La exigencia del vivo y la mística de los camarines
Afrontar una temporada de altísima demanda que incluye hasta cuatro funciones diarias durante el receso invernal, requiere de un acondicionamiento físico estricto y una disciplina que el actor sostiene con profesionalismo. “Estamos preparados, hago un trabajo aeróbico de salir a caminar, trotar y hablar mientras camino para entrenar la resistencia. En un musical con varias funciones por día te cuestan por las horas que tenés que estar, pero a mí me pagan por esto y amo hacerlo, así que es fantástico. La previa a la función es maravillosa: llegar dos horas antes a los camarines, tomar mate con los compañeros y disfrutar, porque la obra no es sólo la función, es el antes y el después“, explica.
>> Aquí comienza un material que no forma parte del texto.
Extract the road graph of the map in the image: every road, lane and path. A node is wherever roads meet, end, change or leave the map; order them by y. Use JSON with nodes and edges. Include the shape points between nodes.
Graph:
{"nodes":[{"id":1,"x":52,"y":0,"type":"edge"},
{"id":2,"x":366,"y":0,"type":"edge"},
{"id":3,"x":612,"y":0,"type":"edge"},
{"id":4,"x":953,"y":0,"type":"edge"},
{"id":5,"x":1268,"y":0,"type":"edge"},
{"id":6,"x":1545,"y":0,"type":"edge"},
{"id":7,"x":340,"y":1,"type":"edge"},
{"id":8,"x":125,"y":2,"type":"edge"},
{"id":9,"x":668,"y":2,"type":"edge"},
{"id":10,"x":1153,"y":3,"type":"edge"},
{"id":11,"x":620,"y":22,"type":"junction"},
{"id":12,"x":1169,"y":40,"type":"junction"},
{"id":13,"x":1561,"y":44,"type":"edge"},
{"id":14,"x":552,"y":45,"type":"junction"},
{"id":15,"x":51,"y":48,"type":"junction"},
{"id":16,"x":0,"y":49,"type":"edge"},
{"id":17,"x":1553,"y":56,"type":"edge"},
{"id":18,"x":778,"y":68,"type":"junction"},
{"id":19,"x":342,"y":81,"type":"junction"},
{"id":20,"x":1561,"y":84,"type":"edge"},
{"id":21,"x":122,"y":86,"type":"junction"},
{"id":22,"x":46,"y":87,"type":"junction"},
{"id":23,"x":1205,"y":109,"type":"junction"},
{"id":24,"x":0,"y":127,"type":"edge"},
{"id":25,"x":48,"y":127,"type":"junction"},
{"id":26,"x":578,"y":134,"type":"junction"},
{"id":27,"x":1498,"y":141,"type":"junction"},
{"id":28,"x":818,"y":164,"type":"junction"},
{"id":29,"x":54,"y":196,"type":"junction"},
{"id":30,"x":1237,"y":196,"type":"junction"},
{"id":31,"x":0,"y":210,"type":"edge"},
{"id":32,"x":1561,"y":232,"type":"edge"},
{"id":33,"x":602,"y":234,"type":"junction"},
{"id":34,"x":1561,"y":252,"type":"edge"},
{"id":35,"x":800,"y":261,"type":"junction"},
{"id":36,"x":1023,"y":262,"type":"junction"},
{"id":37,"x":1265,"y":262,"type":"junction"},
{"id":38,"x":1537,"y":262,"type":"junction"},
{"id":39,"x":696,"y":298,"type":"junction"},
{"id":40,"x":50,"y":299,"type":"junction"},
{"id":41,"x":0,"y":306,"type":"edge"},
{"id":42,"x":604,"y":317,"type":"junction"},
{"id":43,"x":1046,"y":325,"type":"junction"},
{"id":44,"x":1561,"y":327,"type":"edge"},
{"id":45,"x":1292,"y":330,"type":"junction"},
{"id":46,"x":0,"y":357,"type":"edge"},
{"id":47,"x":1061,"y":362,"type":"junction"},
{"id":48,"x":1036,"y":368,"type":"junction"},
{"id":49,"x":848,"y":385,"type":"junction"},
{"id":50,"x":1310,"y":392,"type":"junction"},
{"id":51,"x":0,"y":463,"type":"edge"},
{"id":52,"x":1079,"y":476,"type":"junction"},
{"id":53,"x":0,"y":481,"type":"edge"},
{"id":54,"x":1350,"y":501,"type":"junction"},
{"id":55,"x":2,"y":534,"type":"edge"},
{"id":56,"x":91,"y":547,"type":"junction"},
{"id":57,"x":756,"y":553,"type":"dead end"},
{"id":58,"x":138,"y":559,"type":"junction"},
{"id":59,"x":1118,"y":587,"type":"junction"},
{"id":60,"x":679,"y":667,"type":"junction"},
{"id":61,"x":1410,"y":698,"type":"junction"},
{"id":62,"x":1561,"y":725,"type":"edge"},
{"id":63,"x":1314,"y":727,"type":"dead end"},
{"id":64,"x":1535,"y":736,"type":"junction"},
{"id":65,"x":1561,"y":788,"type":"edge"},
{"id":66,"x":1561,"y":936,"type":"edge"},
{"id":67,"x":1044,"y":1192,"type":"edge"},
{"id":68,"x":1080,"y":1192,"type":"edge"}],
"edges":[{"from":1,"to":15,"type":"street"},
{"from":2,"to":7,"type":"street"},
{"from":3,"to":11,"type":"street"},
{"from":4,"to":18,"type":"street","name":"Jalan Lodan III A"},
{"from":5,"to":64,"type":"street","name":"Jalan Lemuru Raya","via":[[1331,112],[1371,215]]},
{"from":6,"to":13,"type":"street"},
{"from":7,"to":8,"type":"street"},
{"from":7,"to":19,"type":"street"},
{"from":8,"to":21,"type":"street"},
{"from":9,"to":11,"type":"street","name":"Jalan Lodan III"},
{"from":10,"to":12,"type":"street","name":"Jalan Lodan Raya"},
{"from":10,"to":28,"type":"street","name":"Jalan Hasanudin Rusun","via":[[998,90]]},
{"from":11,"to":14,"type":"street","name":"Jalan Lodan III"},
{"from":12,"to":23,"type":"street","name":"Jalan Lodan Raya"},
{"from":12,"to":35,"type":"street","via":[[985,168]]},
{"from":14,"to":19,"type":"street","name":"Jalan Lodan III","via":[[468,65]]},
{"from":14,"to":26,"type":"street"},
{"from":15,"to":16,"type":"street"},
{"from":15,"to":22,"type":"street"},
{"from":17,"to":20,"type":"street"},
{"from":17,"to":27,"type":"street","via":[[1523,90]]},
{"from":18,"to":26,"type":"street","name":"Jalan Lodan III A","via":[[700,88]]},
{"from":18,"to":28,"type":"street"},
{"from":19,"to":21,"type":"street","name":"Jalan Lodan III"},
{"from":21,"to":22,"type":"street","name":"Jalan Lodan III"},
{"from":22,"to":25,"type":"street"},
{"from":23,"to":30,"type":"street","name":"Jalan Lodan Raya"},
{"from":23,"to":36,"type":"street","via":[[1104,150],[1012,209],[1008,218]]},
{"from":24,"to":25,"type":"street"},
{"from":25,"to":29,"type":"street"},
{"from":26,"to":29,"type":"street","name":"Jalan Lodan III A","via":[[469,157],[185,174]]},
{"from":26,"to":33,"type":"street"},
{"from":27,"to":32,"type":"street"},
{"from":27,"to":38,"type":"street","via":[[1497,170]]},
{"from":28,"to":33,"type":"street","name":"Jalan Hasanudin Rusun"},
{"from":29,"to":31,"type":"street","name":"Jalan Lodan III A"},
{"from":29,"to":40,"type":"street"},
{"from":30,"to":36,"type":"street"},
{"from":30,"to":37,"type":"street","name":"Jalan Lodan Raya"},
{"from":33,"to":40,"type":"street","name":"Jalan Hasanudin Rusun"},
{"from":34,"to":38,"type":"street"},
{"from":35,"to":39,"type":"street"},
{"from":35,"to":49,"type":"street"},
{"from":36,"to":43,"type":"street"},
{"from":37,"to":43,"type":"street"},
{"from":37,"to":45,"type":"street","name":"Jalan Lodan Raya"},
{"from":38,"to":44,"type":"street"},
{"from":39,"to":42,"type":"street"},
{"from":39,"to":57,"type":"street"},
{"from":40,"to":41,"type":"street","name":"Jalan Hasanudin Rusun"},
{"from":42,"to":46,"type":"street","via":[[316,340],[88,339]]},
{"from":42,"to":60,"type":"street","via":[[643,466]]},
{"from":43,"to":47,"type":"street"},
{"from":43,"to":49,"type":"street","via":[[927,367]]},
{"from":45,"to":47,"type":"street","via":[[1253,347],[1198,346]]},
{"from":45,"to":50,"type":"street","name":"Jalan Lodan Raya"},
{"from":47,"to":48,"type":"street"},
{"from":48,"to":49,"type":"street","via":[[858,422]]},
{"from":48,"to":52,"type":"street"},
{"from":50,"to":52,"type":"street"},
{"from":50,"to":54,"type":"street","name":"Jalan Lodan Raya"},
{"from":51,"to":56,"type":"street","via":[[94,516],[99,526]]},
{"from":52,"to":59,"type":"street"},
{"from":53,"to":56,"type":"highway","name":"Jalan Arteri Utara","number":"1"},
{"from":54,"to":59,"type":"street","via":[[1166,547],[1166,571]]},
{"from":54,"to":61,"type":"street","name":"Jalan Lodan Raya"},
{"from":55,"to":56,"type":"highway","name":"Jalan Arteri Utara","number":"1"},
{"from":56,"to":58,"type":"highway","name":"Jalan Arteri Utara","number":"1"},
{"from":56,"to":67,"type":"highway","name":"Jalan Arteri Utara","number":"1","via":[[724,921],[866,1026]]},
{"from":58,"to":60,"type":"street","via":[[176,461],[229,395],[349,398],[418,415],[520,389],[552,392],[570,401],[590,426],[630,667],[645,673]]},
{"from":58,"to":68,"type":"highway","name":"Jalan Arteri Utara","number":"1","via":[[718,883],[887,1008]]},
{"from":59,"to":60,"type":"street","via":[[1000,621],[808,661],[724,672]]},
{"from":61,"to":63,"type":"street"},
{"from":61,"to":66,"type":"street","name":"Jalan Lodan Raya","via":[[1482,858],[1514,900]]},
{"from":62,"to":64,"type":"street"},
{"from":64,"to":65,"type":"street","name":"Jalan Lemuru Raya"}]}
El paso por esta superproducción significa un hito profesional que promete reconfigurar su lugar dentro del espectáculo argentino, demostrando su versatilidad ante grandes audiencias en un formato exigente. “Creo que esta obra es un punto de quiebre en mi carrera. Generalmente me ven como humorista o músico, pero en este caso me están viendo como comediante dentro del musical del año. Ojalá sirva para abrir más puertas y seguir haciendo proyectos de este calibre. La gente que viene al teatro se va llena de alegría, de música, de color y con una historia hermosa donde gana lo bueno y la humildad prima por sobre todo”, concluye sobre este espectáculo que ingresa en sus últimas semanas en cartelera.